Fawlty Towers – the Welsh way

Tuesday, July 12th, 2011

I’ve just got back from a whirlwind trip to Wales. We were accompanying my husband on one of his overnight jaunts there – the girls have finished school for the summer and we thought – well why not? Why not indeed. I wasn’t anticipating writing a blog post about it, but the trip turned out to be so much fun and so eventful that I couldn’t resist. Especially after all my tweeting, which if you read it, gave some insight into our hotel. But I am getting ahead of myself.

We went to Wales via Berkshire to collect my eldest daughter from her father (I’d messed up the plans a bit) which meant that I had done her packing for her. I looked around her room, considered what she might want to take with her – and ignored it. She got: clothes, a toothbrush, a cuddly toy, three books, a notepad and a pen. I was determined that she was not going to watch endless films in the car or play her DS or listen to music, she was going to USE her IMAGINATION. Unfortunately I forgot about her intelligence and bartering skills which, when used in conjunction, meant that she spent the entire time “…just completing a level…” for the younger daughter on her DS Lite. Big sigh.

Once we were over the Severn Bridge we headed straight for Caerphilly.

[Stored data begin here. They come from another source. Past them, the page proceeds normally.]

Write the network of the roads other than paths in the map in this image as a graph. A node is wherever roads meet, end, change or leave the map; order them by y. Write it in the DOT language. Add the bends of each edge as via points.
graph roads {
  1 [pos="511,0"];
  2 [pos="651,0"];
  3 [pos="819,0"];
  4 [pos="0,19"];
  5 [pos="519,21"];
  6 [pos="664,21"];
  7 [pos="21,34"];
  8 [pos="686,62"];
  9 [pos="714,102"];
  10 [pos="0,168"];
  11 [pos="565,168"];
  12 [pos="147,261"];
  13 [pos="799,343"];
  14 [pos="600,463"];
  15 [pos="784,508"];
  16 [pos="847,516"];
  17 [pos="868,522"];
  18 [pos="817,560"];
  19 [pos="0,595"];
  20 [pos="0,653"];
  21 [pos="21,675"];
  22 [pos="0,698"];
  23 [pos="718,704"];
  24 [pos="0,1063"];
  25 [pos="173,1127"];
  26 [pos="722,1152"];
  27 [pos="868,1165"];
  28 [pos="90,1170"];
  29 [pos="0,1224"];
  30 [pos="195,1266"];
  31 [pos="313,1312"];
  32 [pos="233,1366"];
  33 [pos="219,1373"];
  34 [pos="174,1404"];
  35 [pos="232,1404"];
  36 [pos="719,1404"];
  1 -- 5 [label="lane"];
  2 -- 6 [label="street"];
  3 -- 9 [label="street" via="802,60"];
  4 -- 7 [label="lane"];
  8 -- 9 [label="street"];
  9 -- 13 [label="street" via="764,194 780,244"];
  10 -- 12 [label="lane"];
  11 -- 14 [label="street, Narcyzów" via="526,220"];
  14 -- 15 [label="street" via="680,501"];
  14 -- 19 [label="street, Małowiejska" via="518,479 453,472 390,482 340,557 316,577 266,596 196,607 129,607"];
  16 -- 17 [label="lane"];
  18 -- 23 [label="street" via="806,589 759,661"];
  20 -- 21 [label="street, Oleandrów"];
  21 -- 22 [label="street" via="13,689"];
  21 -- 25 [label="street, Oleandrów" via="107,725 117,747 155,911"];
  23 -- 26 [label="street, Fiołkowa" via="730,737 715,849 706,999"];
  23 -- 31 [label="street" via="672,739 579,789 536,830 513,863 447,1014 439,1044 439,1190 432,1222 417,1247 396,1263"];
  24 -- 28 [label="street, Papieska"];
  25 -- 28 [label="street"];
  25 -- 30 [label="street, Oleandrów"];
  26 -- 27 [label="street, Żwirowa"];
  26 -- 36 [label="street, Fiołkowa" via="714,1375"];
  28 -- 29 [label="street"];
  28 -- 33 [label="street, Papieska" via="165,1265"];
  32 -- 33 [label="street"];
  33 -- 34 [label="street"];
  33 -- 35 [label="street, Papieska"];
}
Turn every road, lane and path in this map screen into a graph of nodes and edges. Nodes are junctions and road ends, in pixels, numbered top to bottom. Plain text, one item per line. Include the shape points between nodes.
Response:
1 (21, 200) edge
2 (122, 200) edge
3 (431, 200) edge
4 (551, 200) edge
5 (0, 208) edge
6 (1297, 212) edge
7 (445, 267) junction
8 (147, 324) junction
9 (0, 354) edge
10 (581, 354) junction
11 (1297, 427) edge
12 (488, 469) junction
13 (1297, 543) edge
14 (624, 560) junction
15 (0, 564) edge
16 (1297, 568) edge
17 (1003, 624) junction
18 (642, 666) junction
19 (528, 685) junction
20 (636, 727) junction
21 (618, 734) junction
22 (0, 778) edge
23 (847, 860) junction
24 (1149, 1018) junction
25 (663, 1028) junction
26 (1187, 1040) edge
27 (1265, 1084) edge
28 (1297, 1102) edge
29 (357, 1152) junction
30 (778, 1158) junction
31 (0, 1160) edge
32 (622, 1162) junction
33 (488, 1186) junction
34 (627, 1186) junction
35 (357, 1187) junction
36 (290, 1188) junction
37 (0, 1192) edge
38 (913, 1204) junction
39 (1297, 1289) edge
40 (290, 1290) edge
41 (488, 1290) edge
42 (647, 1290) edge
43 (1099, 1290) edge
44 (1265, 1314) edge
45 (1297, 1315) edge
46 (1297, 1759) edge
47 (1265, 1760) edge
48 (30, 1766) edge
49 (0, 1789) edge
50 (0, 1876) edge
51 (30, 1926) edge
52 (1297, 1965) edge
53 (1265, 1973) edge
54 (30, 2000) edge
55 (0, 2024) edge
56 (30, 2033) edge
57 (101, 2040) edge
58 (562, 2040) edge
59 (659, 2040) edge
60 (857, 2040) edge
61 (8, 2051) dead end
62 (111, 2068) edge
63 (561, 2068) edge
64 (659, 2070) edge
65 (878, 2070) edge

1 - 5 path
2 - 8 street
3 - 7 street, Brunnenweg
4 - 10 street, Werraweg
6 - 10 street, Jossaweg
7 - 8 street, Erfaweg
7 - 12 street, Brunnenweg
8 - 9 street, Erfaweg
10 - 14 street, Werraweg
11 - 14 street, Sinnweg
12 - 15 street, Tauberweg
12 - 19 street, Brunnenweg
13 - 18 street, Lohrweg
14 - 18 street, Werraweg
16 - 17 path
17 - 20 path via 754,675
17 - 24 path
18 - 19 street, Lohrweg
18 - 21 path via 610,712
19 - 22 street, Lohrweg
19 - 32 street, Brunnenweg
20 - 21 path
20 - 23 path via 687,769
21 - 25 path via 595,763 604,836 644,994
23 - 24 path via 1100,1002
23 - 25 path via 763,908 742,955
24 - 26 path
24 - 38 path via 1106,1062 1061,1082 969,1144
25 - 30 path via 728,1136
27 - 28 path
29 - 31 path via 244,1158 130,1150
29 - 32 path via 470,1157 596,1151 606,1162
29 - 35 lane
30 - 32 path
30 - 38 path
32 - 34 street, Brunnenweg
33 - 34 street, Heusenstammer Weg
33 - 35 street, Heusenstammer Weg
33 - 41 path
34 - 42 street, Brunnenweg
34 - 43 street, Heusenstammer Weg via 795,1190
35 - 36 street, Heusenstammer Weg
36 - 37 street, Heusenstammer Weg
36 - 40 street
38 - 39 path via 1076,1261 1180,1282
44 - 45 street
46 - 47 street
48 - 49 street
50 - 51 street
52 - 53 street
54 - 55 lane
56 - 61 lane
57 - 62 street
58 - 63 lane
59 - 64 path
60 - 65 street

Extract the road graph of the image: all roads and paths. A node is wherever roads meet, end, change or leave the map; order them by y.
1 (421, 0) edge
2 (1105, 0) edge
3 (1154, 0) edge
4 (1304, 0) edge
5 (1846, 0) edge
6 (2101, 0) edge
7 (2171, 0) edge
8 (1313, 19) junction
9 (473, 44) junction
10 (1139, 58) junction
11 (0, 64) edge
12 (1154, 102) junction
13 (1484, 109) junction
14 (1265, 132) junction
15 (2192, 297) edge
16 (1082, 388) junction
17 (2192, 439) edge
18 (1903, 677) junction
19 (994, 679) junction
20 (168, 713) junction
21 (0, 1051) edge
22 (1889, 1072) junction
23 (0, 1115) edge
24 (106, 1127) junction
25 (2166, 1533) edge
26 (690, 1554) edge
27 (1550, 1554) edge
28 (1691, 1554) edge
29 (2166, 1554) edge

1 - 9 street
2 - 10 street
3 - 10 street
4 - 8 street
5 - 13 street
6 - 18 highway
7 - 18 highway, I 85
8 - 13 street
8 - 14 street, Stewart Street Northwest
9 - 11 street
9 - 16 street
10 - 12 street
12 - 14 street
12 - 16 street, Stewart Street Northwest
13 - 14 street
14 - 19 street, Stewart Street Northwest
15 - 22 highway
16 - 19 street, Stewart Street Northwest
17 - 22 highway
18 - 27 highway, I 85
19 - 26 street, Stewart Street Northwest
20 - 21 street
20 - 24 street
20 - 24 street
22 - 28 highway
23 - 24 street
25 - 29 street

Caerphilly Castle and moat

It was my husband’s choice, and not once did he let us forget it. For those of you that have never been, Caerphilly Castle is very beautiful. It’s big, for a castle; in fact it’s the biggest castle in Wales and one of the biggest in Britain. It’s surrounded by a huge moat which had about a hundred geese swimming on it, and the grass everywhere was completely covered by daisies. In the warm sunshine of Sunday it was idyllic. It’s currently in the process of being restored however, which for me spoiled it slightly. When I drew comparisons it lacked the atmosphere and raw beauty of Corfe Castle which is one of my favourite places in the world. Caerphilly seemed a bit more gentle, somehow. It also had very little in the way of information about the various rooms. There were an awful lot to look at but they all seemed exactly the same after a while which was a shame – if you don’t know the purpose of the room you can’t create the vision of what might have happened in there, who might have walked through there and why and imagine what they would have been wearing, etc. But it was a bit more child-friendly than Corfe which was appropriate for the girls; they made daisy-chains and ransacked the shop.

And from there we went straight to our hotel. I’m never particularly bothered about where we stay, as long as there’s a decent bar for us to sit in, a nice restaurant and it’s clean then that’s fine by me. And our hotel looked very impressive when we drove up. It was a sprawling, white-painted, eighteenth century house with extensive grounds and surrounded by fields full of sheep and grazing horses somewhere just outside Abergavenny.  It was also very nice when we walked in; very clean, very fresh and very new. The floors were wooden and there was an unspoiled cream carpet stretching up the wide staircase. Some leaflets about weddings had been artfully arranged on a nearby table – and the place was silent. There was no reception desk or office or indeed any sign of life. So my husband wandered a bit further into the hotel and found someone after peering through a doorway – which turned out to be the bar. The bar that clearly doubled as reception. It seemed odd at the time – but not for very long.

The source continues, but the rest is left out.